Pray I'll keep my sanity through the next couple months ;) Laverne and Shirley seasons, my puppy, chocolate, coffee, and soapmaking will be my personal anti-stress companions. In all honesty, I actually like school, heehee!

Tuesday, February 16, 2010

Milk Fever

Sorry folks, Milk Fever is NOT another name for Red Brick Farm dying for a glass of goat milk. It's actually not related to fever at all. It's called hypocalcaemia and roots from a lack of calcium. The goatie symptoms are shivering, low body temp, weakness, running into things, and the worst--death. Milk Fever usually happens when the doe kids out and begins heavily milking. In my case, one of my does began shivering in December when her production began to taper off. . . vets have told me it is not milk fever, but I know my goats better than that! My research has turned up these two excellent links. and Milk Fever can occur at ANY time, whether dry or lactating. Thank goodness my doe only has a mild case. The cure: Tums, molasses, alfalfa hay and other high calcium foods. I guess this goes to show that even specific goatie minerals don't give your does enough of what they specifically need at certain stages.

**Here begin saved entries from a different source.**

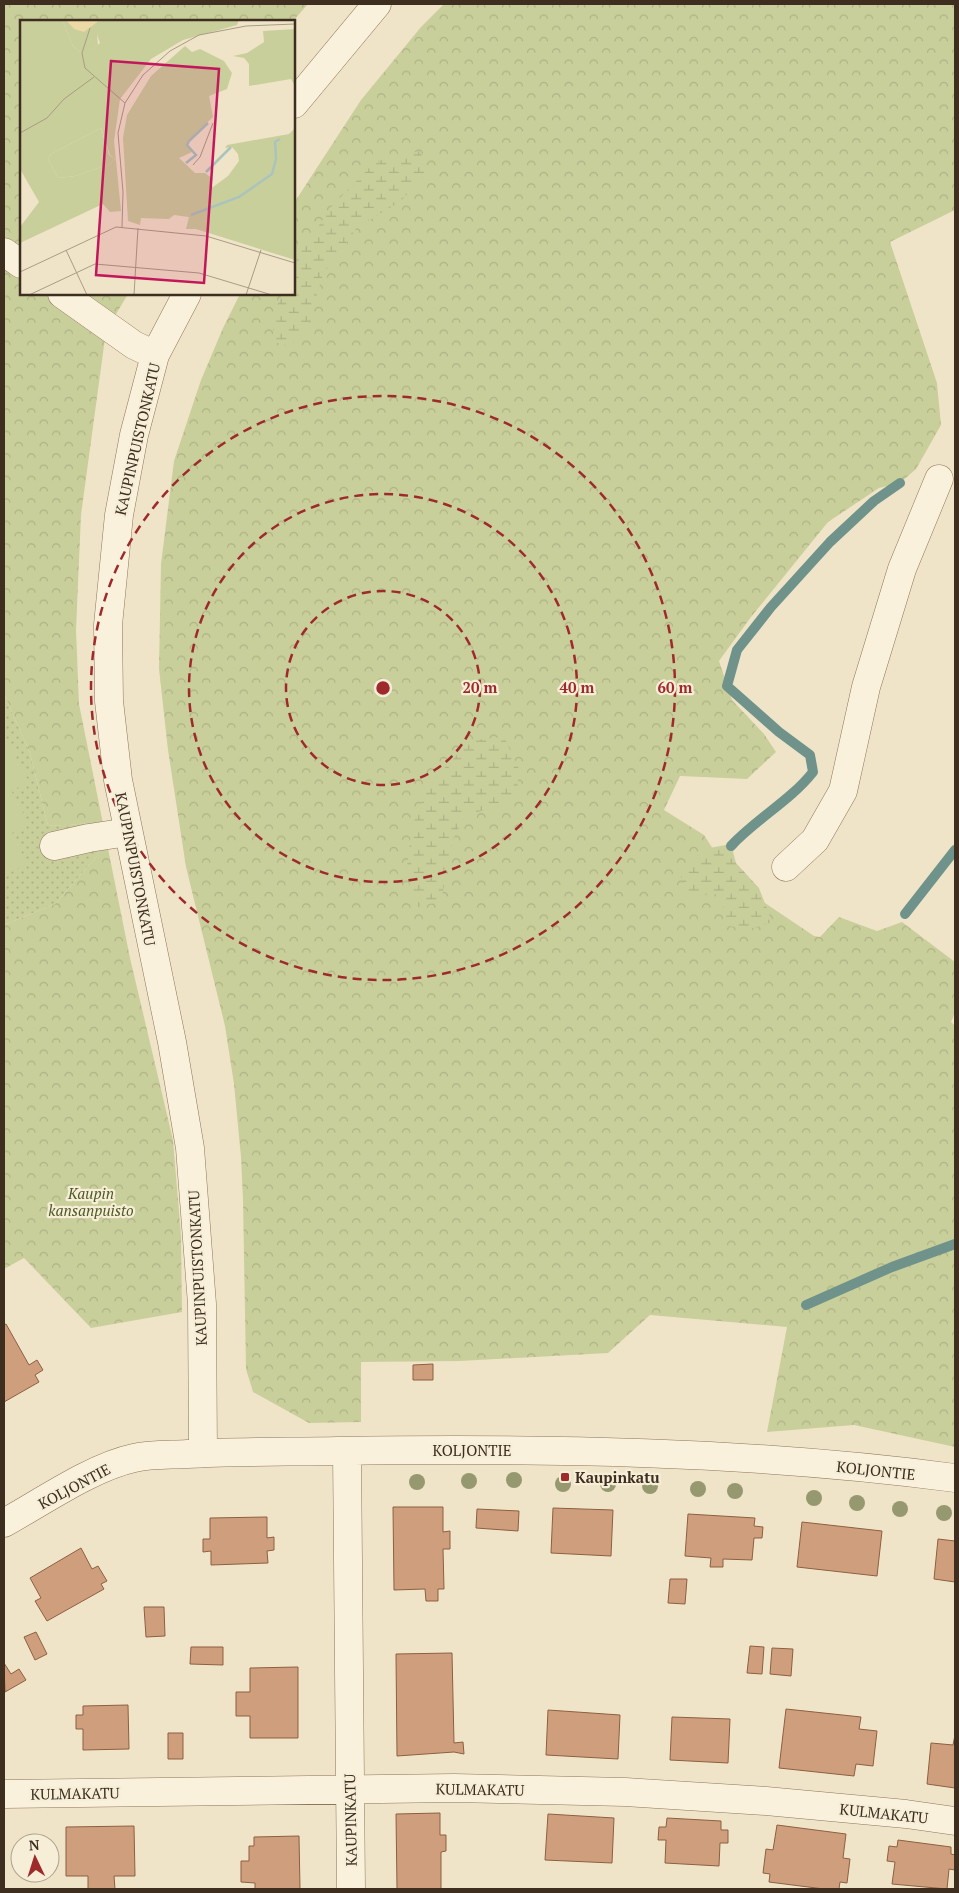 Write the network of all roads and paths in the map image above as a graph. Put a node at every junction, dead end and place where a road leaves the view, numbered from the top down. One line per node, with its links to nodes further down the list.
1 (377, 4): 2 (street)
2 (295, 103)
3 (4, 252): 4 (street)
4 (20, 263)
5 (63, 295): 7 (street)
6 (186, 295): 7 (street, KAUPINPUISTONKATU)
7 (155, 355): 9 (street, KAUPINPUISTONKATU)
8 (939, 479): 11 (street)
9 (128, 832): 10 (street); 13 (street, KAUPINPUISTONKATU)
10 (54, 846)
11 (786, 867)
12 (346, 1451): 13 (street, KOLJONTIE); 14 (street, KOLJONTIE); 16 (street, KAUPINKATU)
13 (203, 1453): 15 (street, KOLJONTIE)
14 (955, 1478)
15 (4, 1523)
16 (349, 1791): 17 (street, KULMAKATU); 18 (street, KULMAKATU); 19 (street, KAUPINKATU)
17 (4, 1794)
18 (955, 1821)
19 (351, 1889)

What I learned the hard way:
1. ALWAYS use your better judgement, and double check what your vet recommends for your does. You know them better than you know yourself, get second opinions and educate yourself. Most vets are not familiar with Caprine diseases or their treatments. You can never be too careful when it comes to your doe's health.
2. ALWAYS feed your does pure alfalfa hay. It is imperative. My normal alfalfa hay supplier had dusty hay, so we ended up using our nice grassy horse hay instead. Don't make the same mistake!
3. If your does are eating more minerals than normal, check things out!
4. ALWAYS weigh your grain by weight, with a scale! I stupidly made the beginner mistake of feeding by measuring cups. Huge 'no, no' some grains are heavier than others. I will be weighing my containers of grain from now on (subtracting the container weight, the reason why I Adore Tare function), calculating the average, and feeding that amount from now on. Goat formulated grains usually contain enough vitamins and minerals by themselves, but if you forget to weigh them, you may end up paying a high price--your doe's health.

Monday, February 15, 2010

Things I Could Not Live Without

1. The Tare function on my jewelry scale!
2. Silicone spatulas. They make soapmaking a cinch.
3. Chocolate Covered Pretzels. Especially if they have toffee sprinkles!!!
4. Candy thermometers. For making caramels, goat chevre, and heating oils for soap :)
5. Mini-strainers, just because they're so cute!
6. My goat hoof file and trimmers.
7. A pink Dell laptop. *sigh* This is something I will buy with my 'soap money' as soon as it starts rolling in :) It will make my scholarly, business, and digital storage dreams complete. Honestly, I'll probably be the only one without a laptop in school this fall. *sigh* Maybe I can paint a cardboard box pink, print off a dell sticker, and carry it around so I can be like everyone else.
8. HTML tags. Otherwise I wouldn't be able to do lots of cool stuff with my blog, posting ads, etc. All I do is search google for "html tags for 'example'"

Sunday, February 14, 2010

Happy Valentines Soaping Day!!!

Happy Valentine's to all!!!!
For my Valentines day, I made soap. Room-temperature-cold-process soap to be exact ;) This time around I made sure to melt the Crisco, completely! This time, I was able to take my time. For my second batch of soap, I decided to make Chamomile-infused Oatmeal soap. Of course it was made with our home grown Chamomile and Goat Milk. Plus a family member was able to suit up with me, keep me company, and watch me at work ;)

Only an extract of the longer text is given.